Re: Cruddas separates from the pack (#9)

This is part of Hodge's statement. I am dumbstruck. A Labour MP should not be saying this. "We prioritise the needs of an individual migrant family over the entitlement others feel they have. So a recently arrived family with four or five children living in a damp and overcrowded, privately rented flat with the children suffering from asthma will usually get priority over a family with less housing need who have lived in the area for three generations and are stuck at home with the grandparents. We should look at policies where the legitimate sense of entitlement felt by the indigenous family overrides the legitimate need demonstrated by the new migrants."

Re: Cruddas separates from the pack (#10)

Why are you dumbstruck? I don't think she's saying that, in that situation, indigenous families should get priority.

Re: Cruddas separates from the pack (#12)

Why should a 'sense of entitlement' take priority over 'need'? I think she's getting into some very difficult territory here. Where I agree with you (and I suppose indirectly with Hodge) is that if people feel the system is fair, they will be more tolerant. But Hodge's suggestion that someone with greater housing need should not take priority over someone with a 'sense of entitlement' because of their longer residence is not fair. It only seems fair if you accept the idea that 'indigenous' families should have more rights than new immigrants. The problems with housing demonstrate the massive need for more social housing, and the massive need - on a community level - to counter BNP lies about housing. After all, I was campaigning once and a guy was telling me that some 'new immigrants' had got a flat and a relative of his was still waiting. It turned out the 'new immigrants' were second generation Asians. On another occasion someone claimed that a British Asian family had been given a Mercedes by the Council (actually - obviously - they had a successful business and had bought it).

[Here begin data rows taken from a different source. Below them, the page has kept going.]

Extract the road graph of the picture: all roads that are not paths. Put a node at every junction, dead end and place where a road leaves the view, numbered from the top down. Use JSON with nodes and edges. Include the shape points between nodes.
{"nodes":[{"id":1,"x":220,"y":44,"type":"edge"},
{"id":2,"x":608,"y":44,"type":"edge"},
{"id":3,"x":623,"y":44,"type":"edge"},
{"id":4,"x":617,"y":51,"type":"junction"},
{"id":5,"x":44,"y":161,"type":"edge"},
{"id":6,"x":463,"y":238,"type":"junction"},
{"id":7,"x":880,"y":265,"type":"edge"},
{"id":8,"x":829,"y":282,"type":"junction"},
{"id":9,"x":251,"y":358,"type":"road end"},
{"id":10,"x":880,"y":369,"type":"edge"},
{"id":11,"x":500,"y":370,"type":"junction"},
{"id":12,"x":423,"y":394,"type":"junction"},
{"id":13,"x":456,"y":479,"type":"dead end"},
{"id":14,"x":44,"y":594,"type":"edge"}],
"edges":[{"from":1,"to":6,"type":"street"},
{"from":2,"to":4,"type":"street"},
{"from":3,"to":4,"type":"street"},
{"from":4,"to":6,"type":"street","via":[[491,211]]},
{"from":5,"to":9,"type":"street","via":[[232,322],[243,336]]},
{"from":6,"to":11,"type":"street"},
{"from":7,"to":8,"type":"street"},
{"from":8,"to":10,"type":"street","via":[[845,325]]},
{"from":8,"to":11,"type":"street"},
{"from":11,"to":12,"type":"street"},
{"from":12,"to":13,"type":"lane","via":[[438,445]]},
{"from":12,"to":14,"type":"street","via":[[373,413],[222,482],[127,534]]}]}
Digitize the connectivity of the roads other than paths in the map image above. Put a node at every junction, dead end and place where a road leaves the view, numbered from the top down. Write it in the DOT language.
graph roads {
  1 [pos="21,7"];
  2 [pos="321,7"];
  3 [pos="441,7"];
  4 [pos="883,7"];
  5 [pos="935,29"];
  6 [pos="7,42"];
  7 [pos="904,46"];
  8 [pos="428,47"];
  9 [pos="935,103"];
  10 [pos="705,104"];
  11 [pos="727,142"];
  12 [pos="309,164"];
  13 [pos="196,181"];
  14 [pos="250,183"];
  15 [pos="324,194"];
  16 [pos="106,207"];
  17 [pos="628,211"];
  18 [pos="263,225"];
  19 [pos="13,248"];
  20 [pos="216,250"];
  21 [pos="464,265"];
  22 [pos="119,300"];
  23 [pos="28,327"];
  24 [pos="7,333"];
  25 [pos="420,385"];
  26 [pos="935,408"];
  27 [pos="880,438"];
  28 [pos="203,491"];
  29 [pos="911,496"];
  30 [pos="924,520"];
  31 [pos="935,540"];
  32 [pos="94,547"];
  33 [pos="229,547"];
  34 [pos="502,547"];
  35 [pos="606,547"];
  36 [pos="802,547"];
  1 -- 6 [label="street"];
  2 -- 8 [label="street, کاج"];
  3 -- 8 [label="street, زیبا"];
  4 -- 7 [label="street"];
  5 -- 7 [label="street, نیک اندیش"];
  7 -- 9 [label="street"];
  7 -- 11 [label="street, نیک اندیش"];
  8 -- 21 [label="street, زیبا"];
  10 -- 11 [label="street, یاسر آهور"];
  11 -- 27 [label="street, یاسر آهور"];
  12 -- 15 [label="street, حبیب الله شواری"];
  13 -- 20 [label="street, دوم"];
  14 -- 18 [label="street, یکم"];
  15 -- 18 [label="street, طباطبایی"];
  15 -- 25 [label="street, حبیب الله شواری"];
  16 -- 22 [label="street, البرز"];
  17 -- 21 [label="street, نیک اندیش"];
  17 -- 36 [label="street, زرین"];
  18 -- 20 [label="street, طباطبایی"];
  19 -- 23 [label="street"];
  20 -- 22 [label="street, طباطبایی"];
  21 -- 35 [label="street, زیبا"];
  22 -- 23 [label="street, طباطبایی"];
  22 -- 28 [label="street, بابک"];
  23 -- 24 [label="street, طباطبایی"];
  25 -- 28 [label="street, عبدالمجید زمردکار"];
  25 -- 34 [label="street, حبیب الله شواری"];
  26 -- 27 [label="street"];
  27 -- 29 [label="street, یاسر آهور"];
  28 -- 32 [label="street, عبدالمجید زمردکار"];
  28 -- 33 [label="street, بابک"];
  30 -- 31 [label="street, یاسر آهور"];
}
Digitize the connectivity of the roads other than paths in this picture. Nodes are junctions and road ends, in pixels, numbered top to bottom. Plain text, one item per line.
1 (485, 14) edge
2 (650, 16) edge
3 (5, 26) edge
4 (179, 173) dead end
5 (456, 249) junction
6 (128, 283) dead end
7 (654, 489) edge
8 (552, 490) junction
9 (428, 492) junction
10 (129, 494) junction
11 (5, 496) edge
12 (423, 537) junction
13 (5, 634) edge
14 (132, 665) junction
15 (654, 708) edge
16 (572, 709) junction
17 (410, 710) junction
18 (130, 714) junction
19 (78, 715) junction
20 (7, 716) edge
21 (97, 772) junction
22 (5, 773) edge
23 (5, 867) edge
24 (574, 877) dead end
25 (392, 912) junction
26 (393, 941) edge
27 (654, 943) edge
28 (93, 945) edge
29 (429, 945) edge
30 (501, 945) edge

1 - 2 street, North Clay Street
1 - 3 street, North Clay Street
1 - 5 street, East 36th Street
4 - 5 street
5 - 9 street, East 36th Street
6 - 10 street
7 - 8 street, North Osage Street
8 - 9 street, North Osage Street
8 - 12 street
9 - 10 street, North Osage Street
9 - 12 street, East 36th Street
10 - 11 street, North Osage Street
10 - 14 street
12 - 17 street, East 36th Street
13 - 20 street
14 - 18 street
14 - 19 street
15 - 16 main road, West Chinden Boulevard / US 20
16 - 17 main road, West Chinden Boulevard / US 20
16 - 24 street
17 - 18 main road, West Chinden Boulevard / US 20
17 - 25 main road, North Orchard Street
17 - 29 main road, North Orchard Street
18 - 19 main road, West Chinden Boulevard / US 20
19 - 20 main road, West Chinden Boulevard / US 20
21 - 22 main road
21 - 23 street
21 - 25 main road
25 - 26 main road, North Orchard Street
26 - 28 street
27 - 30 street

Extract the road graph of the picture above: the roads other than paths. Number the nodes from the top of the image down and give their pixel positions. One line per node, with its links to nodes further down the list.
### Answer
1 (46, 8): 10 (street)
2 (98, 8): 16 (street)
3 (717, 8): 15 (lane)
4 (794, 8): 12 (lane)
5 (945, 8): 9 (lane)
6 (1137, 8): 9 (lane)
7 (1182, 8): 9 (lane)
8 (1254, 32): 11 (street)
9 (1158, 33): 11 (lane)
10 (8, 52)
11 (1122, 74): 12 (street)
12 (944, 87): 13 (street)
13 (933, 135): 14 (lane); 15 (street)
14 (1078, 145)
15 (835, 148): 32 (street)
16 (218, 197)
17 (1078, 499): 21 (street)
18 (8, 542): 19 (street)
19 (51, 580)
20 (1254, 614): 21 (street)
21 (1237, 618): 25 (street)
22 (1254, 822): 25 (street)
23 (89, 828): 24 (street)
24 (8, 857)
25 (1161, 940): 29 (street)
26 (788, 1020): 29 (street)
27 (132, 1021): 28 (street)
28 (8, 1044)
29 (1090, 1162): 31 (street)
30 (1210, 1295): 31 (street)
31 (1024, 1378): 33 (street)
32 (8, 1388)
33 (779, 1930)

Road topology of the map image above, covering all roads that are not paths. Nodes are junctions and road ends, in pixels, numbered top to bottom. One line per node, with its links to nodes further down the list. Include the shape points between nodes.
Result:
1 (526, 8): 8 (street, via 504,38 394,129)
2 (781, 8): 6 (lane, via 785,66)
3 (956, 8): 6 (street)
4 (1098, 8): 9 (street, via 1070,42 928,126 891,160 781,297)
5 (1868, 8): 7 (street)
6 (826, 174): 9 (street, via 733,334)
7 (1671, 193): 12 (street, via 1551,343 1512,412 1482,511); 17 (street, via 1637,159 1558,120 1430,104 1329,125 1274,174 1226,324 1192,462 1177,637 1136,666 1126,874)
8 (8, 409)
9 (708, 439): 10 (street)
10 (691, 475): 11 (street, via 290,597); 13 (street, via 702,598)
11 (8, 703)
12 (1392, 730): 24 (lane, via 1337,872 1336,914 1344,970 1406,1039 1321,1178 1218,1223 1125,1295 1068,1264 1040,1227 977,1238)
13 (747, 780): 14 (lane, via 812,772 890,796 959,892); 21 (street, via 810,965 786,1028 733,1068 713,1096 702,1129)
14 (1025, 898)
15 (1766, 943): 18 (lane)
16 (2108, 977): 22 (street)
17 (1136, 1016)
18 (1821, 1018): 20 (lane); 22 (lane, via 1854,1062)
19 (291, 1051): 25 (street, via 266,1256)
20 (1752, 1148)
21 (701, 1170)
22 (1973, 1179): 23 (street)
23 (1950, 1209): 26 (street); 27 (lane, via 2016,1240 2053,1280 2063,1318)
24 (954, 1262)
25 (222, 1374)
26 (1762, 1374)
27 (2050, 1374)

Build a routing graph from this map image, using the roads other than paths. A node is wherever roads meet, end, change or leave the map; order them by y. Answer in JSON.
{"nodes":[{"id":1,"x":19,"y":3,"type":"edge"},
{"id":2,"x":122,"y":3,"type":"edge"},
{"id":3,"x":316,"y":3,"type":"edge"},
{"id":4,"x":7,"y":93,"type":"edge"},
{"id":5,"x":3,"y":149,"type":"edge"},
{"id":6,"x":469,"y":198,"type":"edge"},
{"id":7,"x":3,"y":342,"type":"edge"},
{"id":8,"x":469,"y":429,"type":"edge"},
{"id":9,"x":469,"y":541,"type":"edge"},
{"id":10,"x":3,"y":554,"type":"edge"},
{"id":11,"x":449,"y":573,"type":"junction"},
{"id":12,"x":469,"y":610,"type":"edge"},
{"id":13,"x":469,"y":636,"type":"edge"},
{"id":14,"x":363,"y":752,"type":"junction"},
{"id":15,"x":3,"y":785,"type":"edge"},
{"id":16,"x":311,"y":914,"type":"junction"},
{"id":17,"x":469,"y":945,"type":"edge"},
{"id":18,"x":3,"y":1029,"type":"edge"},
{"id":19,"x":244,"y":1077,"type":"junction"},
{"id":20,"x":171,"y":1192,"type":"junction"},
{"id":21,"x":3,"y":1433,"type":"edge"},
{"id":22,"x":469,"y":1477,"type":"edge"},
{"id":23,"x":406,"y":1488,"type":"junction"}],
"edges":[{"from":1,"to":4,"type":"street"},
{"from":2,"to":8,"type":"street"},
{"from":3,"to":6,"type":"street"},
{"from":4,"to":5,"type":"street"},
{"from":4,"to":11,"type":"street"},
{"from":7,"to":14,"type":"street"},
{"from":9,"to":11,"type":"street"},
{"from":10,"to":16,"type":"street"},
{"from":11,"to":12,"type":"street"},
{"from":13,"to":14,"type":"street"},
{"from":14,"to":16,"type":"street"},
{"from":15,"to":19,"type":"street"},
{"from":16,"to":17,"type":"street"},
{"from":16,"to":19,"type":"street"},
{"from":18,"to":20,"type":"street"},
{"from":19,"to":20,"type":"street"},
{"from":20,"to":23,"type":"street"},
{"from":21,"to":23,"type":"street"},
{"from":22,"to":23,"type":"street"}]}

The principle problem is not real lack of fairness, it's real social exclusion/poverty, real frustration, and the careful manipulation of that frustration by the BNP. The main problem that I can see with Margaret Hodge's statement (assuming that new policies won't follow her prescription) is that the next time those frustrations are being manipulated, Margaret Hodge will be quoted in support of the assertions (and they won't take a lot of care to ensure her views are truthfully represented).

Re: Cruddas separates from the pack (#14)

But there's ALWAYS an element of prioritisation of 'sense of entitlement' over 'need'.

If UK government spending was allocated according to need rather than on the basis of a sense of entitlement of UK citizens, we'd be spending 99% of GDP on foreign aid projects - almost all of which address a 'need' greater than those which UK citizens face.

It's why we spend more on providing Healthcare and Education to our own citizens than providing those services to the citizens of developing countries - who would clearly benefit more from it. We recognise that the government must, first and foremost, looking after UK citizens.

Re: Cruddas separates from the pack (#15)

The circumstances you're referring to is preferring entitlement over need, not 'a sense of entitlement', which is something quite different.

Re: Cruddas separates from the pack (#16)

It's not black and white though.

The legal entitlement and the 'sense of entitlement' are not independent of one another. There is a relationship.

Re: Cruddas separates from the pack (#17)

True.

Re: Cruddas separates from the pack (#11)

This certainly is a welcome development. Despite the McDonnell nominations fiasco, I still have a lot of respect for Cruddas. He has a lot of sway in the unions, and he seems to be following the Party Conference line. I can't see why he isn't worth a shot. At least he has policies, not like the other useless New Labour cronies.

Re: Cruddas separates from the pack (#18)

Cruddas refused to say he disagreed with Grammer schools at the Progress Hustings, he voted for the Iraq war, he wouldnt deal with McDonnel, he says he wants to rebuild the party but his CLP only has 200 members and his nominators are pale male and stale. I'm sorry but without all his Union cash, Cruddas would be nowhere in this election.